## Task
In the records that follow, show each line where the word "hand" is present.

Per-instance keypoint data
----------

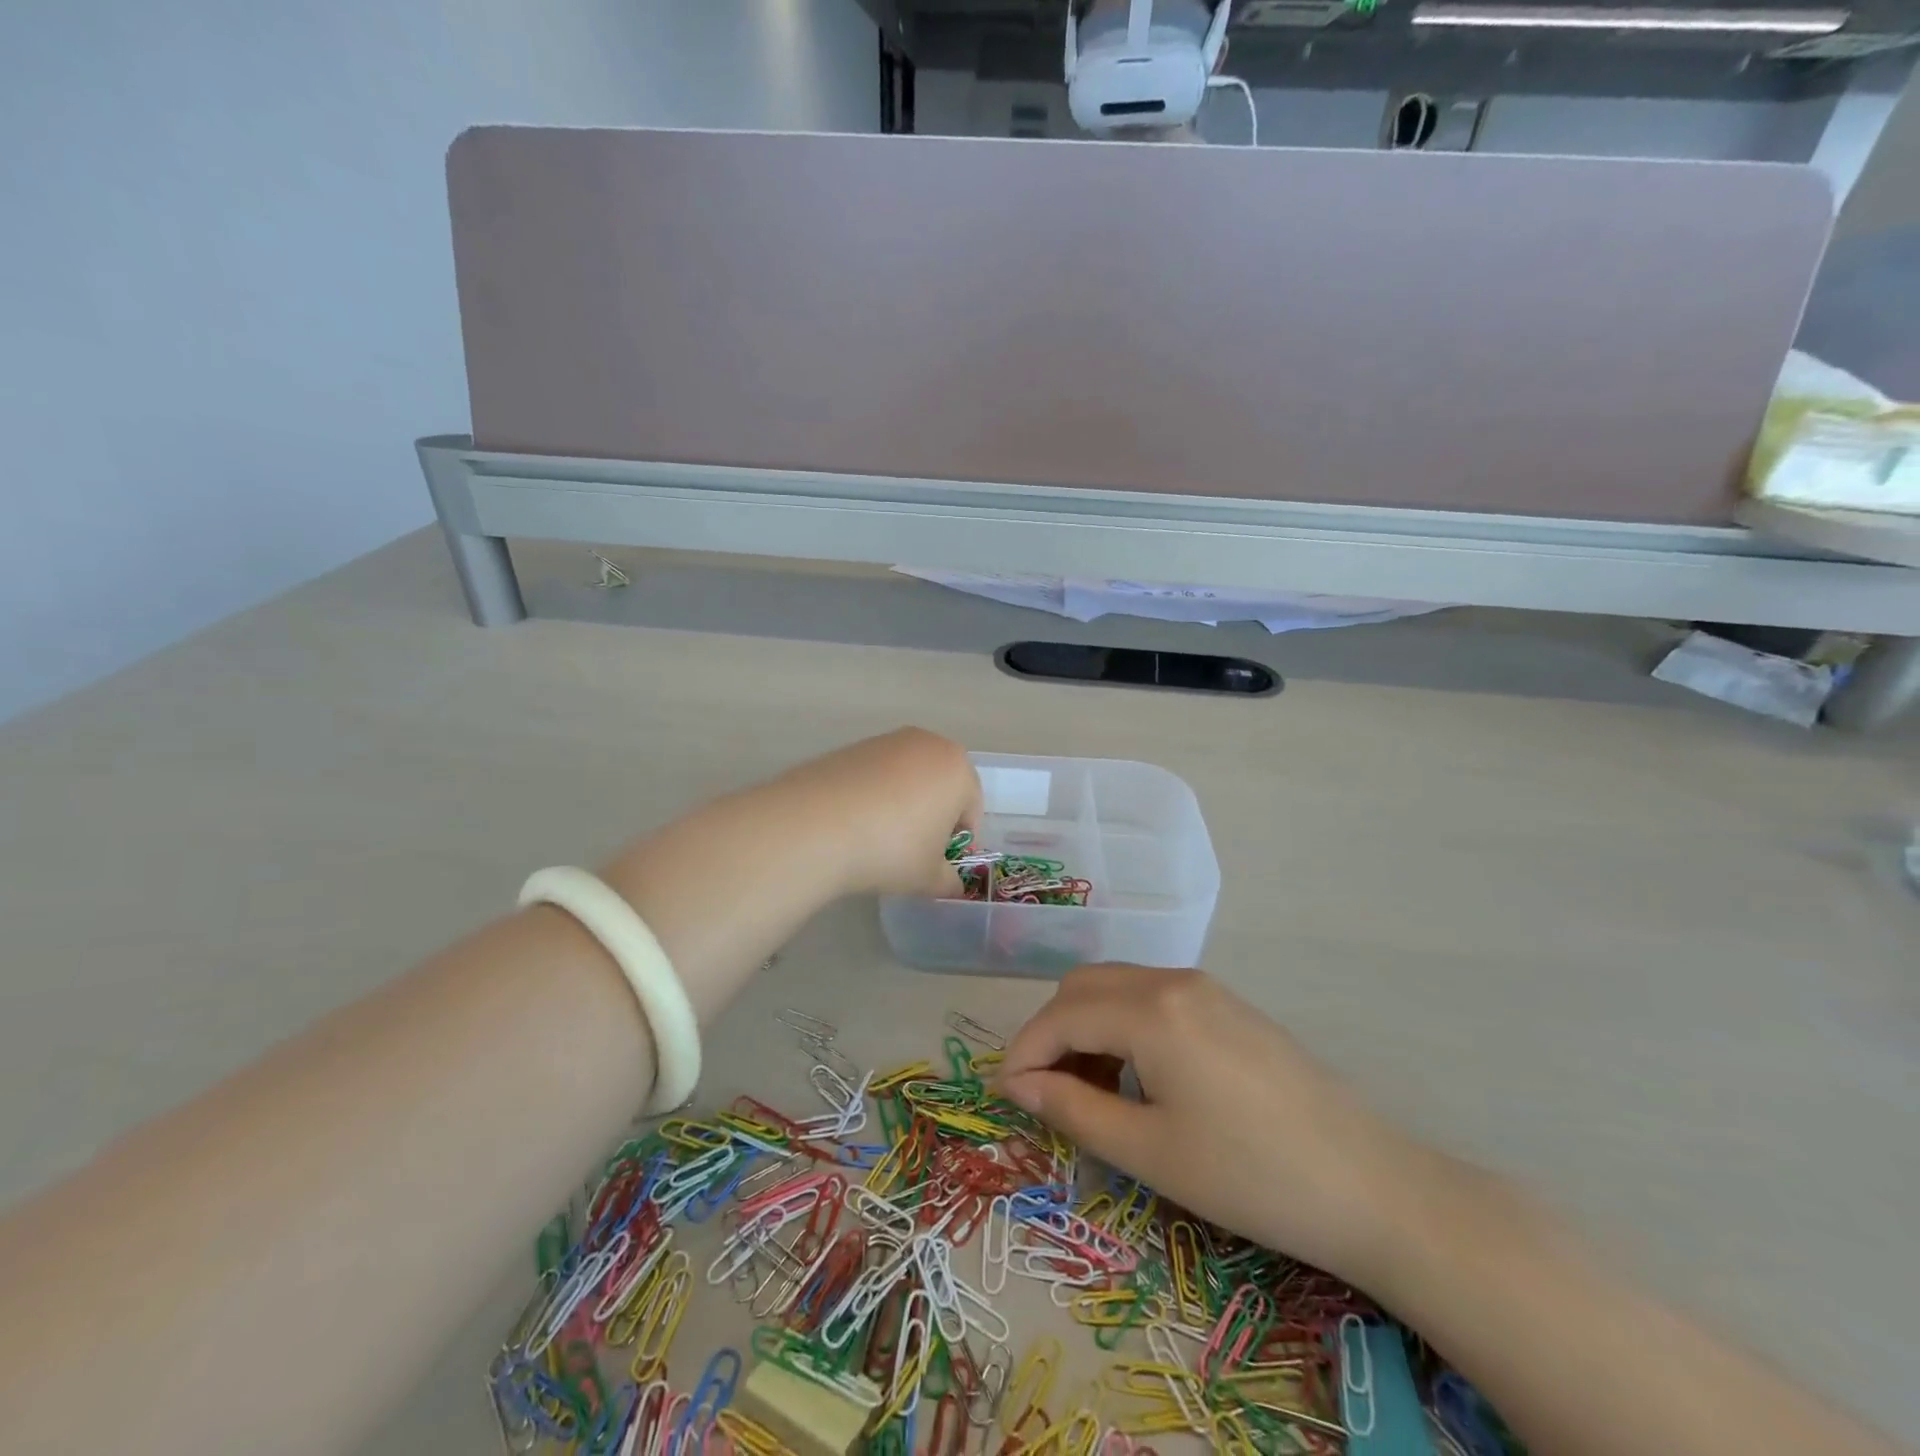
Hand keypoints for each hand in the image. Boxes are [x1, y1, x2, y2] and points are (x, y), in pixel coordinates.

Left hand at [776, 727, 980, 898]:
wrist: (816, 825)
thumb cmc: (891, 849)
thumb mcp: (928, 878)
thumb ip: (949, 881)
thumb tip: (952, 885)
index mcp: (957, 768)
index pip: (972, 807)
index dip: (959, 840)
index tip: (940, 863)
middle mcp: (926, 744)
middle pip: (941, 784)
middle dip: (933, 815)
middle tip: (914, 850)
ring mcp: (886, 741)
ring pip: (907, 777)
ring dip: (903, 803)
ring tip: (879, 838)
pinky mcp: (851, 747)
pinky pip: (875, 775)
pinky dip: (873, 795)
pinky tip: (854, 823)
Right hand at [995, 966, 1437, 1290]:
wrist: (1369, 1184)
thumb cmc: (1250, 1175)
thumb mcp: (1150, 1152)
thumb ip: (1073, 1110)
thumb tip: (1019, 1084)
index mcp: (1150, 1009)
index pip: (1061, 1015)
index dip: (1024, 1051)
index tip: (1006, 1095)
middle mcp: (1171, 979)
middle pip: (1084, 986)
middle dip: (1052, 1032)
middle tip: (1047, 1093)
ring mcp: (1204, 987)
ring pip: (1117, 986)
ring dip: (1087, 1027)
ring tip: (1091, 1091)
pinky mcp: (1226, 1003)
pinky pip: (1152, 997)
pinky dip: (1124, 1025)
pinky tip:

----------

## The completed task
Hand keypoints for each hand in the image. Boxes are [x1, y1, x2, y2] and points are (x, y), in pixel coordinates.
Left hand at [776, 727, 980, 898]:
Right hand at [995, 966, 1437, 1290]:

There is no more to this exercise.